Camera view planning based on generative adversarial imitation learning in indoor active exploration

Abstract

Actively exploring unknown indoor environments using an RGB-D camera is a challenging task, especially when utilizing the feature-based visual simultaneous localization and mapping (vSLAM) methods. The existence of low-texture scenes, such as narrow corridors and white walls, may lead to frequent tracking failure of indoor features. To avoid tracking failure, while simultaneously ensuring adequate exploration, a novel active vSLAM framework with camera view planning based on generative adversarial imitation learning (GAIL) is proposed to actively adjust the orientation of the camera during robot motion.

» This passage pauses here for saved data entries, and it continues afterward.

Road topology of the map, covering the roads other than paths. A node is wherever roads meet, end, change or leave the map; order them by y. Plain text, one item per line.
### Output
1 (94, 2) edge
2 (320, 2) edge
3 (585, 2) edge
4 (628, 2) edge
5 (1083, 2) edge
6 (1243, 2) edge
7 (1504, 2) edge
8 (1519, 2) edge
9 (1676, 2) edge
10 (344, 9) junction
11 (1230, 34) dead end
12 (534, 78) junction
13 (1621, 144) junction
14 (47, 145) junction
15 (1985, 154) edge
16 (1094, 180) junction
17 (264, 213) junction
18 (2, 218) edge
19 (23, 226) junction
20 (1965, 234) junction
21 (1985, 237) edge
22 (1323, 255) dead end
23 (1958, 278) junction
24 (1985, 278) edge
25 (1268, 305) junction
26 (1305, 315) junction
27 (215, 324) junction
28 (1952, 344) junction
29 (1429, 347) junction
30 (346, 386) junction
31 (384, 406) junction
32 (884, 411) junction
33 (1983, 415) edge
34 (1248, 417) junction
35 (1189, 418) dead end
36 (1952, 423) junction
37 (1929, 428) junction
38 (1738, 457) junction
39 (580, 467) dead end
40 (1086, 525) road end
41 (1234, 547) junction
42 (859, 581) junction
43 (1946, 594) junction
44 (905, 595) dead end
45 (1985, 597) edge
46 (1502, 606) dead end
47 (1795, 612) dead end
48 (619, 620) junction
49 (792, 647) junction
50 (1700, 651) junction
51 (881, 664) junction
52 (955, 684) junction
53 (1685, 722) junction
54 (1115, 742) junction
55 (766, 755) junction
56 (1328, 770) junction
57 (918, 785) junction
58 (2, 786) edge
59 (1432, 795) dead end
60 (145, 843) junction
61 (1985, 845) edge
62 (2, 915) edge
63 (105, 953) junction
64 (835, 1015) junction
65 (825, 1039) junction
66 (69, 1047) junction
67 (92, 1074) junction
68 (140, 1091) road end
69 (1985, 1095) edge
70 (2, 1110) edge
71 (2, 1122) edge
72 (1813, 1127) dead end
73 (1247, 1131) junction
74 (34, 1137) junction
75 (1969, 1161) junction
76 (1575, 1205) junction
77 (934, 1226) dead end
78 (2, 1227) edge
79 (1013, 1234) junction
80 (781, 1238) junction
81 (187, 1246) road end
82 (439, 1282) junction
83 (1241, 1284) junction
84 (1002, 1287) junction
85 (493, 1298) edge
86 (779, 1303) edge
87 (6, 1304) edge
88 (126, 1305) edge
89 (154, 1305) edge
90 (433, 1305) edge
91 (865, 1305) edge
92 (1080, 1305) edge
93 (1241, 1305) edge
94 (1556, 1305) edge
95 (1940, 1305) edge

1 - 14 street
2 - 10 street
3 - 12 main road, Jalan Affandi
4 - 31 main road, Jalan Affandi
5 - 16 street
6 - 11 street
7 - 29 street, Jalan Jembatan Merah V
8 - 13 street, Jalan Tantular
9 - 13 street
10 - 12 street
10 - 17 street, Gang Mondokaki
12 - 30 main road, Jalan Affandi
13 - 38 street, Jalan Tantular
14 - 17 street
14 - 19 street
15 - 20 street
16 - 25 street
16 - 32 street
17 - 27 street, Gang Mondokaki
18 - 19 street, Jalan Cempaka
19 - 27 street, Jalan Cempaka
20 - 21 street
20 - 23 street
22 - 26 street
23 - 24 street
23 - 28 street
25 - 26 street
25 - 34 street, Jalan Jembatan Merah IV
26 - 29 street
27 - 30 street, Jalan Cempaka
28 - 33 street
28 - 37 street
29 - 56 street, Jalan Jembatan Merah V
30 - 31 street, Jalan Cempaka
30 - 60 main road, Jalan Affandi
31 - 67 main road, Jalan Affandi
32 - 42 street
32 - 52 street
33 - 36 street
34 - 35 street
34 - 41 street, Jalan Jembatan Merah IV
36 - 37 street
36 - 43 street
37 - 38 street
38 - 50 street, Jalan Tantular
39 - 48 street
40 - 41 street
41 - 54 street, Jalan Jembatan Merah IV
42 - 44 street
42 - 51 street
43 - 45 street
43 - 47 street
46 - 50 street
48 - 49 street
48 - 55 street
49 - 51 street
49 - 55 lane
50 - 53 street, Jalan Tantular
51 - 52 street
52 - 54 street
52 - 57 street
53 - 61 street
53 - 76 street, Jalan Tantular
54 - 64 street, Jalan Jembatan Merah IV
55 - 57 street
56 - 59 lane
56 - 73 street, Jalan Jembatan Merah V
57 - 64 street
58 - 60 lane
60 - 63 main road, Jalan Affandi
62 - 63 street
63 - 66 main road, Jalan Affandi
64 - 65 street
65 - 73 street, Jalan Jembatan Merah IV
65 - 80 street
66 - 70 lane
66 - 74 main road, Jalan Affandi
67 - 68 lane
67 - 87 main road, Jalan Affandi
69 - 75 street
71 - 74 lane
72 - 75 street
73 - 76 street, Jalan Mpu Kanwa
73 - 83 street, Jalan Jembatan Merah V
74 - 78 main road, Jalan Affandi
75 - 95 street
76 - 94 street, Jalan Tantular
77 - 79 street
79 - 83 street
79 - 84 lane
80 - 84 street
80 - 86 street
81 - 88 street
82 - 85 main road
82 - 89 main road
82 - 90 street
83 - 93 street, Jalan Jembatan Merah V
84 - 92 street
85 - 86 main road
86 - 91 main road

First, the Oriented FAST and Rotated BRIEF-SLAM2 (ORB-SLAM2) method is modified to reconstruct a three-channel navigation map that contains information about obstacles and explored areas. Second, a large number of view planning behaviors of human beings are collected in different indoor environments as the expert demonstration. Last, to make the robot imitate the human searching behaviors, the structures of the actor, critic, and discriminator networks are designed, and the GAIL method is used to train the camera view planning policy. Simulation results on a public dataset of indoor environments show that the proposed GAIL-SLAM framework improves the exploration coverage ratio of unknown environments by an average of 53.08% (34.21% for traditional vs. 87.29% for our proposed). Meanwhile, the number of effective exploration steps before the occurrence of tracking failure increases by 405% (73 for traditional vs. 369 for our proposed) on average, indicating that the rate of tracking failure is effectively reduced.